Этнографические лаборатории бывают разной мощности. Мы с моим российским коллегой Дмитрием Арзютовым смогли, благодаря финансированию фонда Веннер-Грен, заняться изучением истории Отдела этнографии Сибири Музея антропологии и этнографии имени Петра Великого (Кунсткамера) РАН как «лаборатории», которая в ходе длившейся не одно десятилетие работы над книгой «Народы Сибири»6 внесла большой вклад в признание многих сибирских идентичностей. Книга эта, как хорошо известно, зажила собственной жизнью в английском переводе благодаря усилиям американского антрополога Сола Такса и труду антропологического сообщества, собравшегося вокруг издательства «University of Chicago Press». Дискуссия вокруг этой книги – предмет пространных и подробных протоколов и стенографических отчетов – стала образцом этнографического описания, отголоски которого до сих пор слышны при обсуждении современной серии «Народы и культуры». Человеческая идентичность в этой книге выводится на координатную сетку, оси которой определены различными сферами жизни: одеждой, пищей, происхождением и т.п., а не местными идиомами, выражающими охотничью удачу или личностные взаимоотношения человека с тундрой и тайгой. Полезно оценить по стенограммам сам размах дискуссии, но главное, что можно увидеть в тексте или хотя бы между строк – то, что каждый опытный этнограф, участвовавший в дебатах, понимал: задачей отдела было дать единое коллективное представление, которое бы стало своего рода энциклопедической точкой отсчета при дальнейшем изучении данного предмета.

Поразительным представляется мне в этом этнографическом антрепренерстве то огромное влияние, которое оно оказывает на формирование определенных представлений о внегородской среде (rural imaginary).

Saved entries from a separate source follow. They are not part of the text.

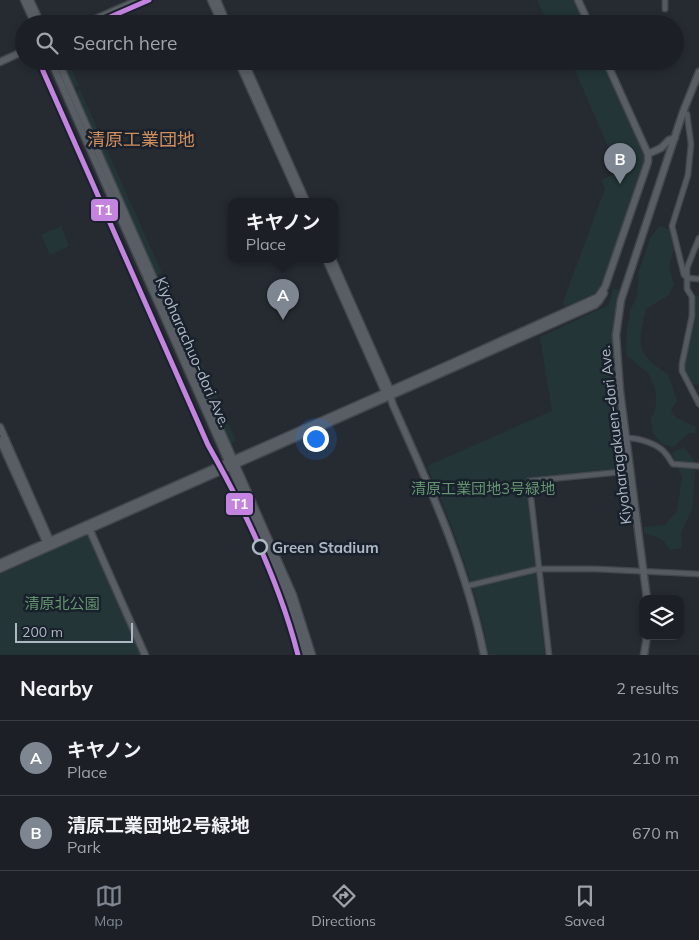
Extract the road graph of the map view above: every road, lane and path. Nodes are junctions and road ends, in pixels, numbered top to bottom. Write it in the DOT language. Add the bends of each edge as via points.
graph roads {
  1 [pos="24,0"];
  2 [pos="30,0"];
  3 [pos="139,0"];
  4 [pos="211,0"];
  5 [pos="218,0"];
  6 [pos="578,0"];
  7 [pos="665,0"];
  8 [pos="665,8"];
  9 [pos="31,15"];
  10 [pos="37,15"];
  11 [pos="105,15"];
  12 [pos="218,15"];
  13 [pos="224,15"];
  14 [pos="585,15"];
  15 [pos="15,55"];
  16 [pos="0,62"];
  17 [pos="55,70"];
  18 [pos="62,70"];
  19 [pos="242,70"];
  20 [pos="248,70"];
  21 [pos="610,70"];
  22 [pos="699,72"];
  23 [pos="683,112"];
  24 [pos="675,138"];
  25 [pos="648,154"];
  26 [pos="300,198"];
  27 [pos="305,198"];
  28 [pos="699,238"];
  29 [pos="328,263"];
  30 [pos="334,263"];
  31 [pos="688,278"];
  32 [pos="699,279"];
  33 [pos="388,392"];
  34 [pos="699,404"];
  35 [pos="0,427"];
  36 [pos="627,438"];
  37 [pos="0,440"];
  38 [pos="233,463"];
  39 [pos="699,466"];
  40 [pos="631,471"];
  41 [pos="88,527"];
  42 [pos="49,544"];
  43 [pos="0,563"];
  44 [pos="0,569"];
  45 [pos="538,569"];
  46 [pos="645,571"];
  47 [pos="699,574"];
  48 [pos="467,586"];
  49 [pos="647,595"];
  50 [pos="646,640"];
  51 [pos="145,655"];
  52 [pos="306,655"];
  53 [pos="312,655"];
  54 [pos="484,655"];
  55 [pos="549,655"];
  56 [pos="644,655"];
  1 -- 9 [label="street"];
  2 -- 10 [label="street"];
  3 -- 11 [label="street"];
  4 -- 12 [label="street"];
  5 -- 13 [label="street"];
  6 -- 14 [label="street"];
  7 -- 8 [label="street"];
  15 -- 16 [label="street"];
  17 -- 38 [label="street, Kiyoharachuo-dori Ave."];
  18 -- 38 [label="street, Kiyoharachuo-dori Ave."];
  19 -- 26 [label="street"];
  20 -- 27 [label="street"];
  21 -- 25 [label="street"];
  22 -- 23 [label="street, Kiyoharagakuen-dori Ave."];
  23 -- 24 [label="street, Kiyoharagakuen-dori Ave."];
  23 -- 31 [label="street" via="687,114 691,144 686,183 672,226 684,275"];
  24 -- 25 [label="street"];
  24 -- 36 [label="street, Kiyoharagakuen-dori Ave." via="622,300 616,335"];
  25 -- 33 [label="street" via="601,299 595,305"];
  28 -- 31 [label="street" via="687,268"];
  29 -- 33 [label="street"];
  30 -- 33 [label="street"];
  31 -- 32 [label="street"];
  31 -- 34 [label="street" via="692,316 682,371"];
  33 -- 38 [label="street"];
  33 -- 48 [label="street" via="447,527"];
  35 -- 42 [label="street"];
  36 -- 39 [label="street" via="659,448 673,464"];
  36 -- 40 [label="street, Kiyoharagakuen-dori Ave."];
  37 -- 42 [label="street"];
  38 -- 41 [label="street"];
  38 -- 52 [label="street, Kiyoharachuo-dori Ave." via="289,599"];
  38 -- 53 [label="street, Kiyoharachuo-dori Ave." via="293,595"];
  40 -- 45 [label="street" via="528,481"];
  40 -- 46 [label="street, Kiyoharagakuen-dori Ave."];
  41 -- 42 [label="street"];
  41 -- 51 [label="street"];
  42 -- 43 [label="street"];
  42 -- 44 [label="street"];
  45 -- 46 [label="street"];
  45 -- 48 [label="street"];
  45 -- 55 [label="street"];
  46 -- 47 [label="street"];
  46 -- 49 [label="street, Kiyoharagakuen-dori Ave."];
  48 -- 54 [label="street"];
  50 -- 56 [label="street"];
}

В наши дни, когда ученые работают «в поле» в Сибири, местные жители часто сами предлагают им предметы своей одежды, оленьи седла и детские колыбели как характерные маркеры своей культуры и идентичности. Возможно, этнографа с западноевропейским образованием это удивляет даже больше, чем учившегося в России. Материальные маркеры идентичности приобрели столь большое значение в качестве маркеров культуры, что стали важней других идиом людских взаимоотношений, таких, как родство или обмен (reciprocity). Периферическое стало главным поставщиком символов, говорящих о культуре. И речи эти слышны в городских академиях. Однако общественное воображаемое (l’imaginaire social), согласно утверждению Корнелиуса Касториадиса и Клода Лефора есть символическая, идеологическая сила, повелевающая человеческими действиями, и создающая возможности, которые в свою очередь разворачиваются (fold-open) в новые или просто другие поступки7. Этнографические преставления о компактных культурах самоовоспроизводщихся посредством материальных объектов, часто задают для информантов высокие стандарты качества ремесленных изделий – стандарты, которые становятся предметом гордости и самоидентификации, тем самым не только представляя, но и подтверждая локальные идентичности. Однако часто эта материальность «креолизируется» интересными способами, указывающими на какие-либо другие явления. Например, по всему Северу материальные предметы часто разворачиваются (fold-open) в определенных исторических или священных местах, имеющие большое значение8.

Легко почувствовать – как это делает Надашди – раскол между тем, что можно было бы определить как богатую сферу локального знания, и тем, что я определяю как строгую, дистиллированную сферу городской лабораторной работы, где репрезентации очищаются «от примесей», а затем представляются на рассмотрение. Сложнее представить себе более гибкий способ производства знания. Рассеять городскую академическую среду по внегородской периферии, произведя новую Культурную революцию – это, пожалуй, не лучший вариант.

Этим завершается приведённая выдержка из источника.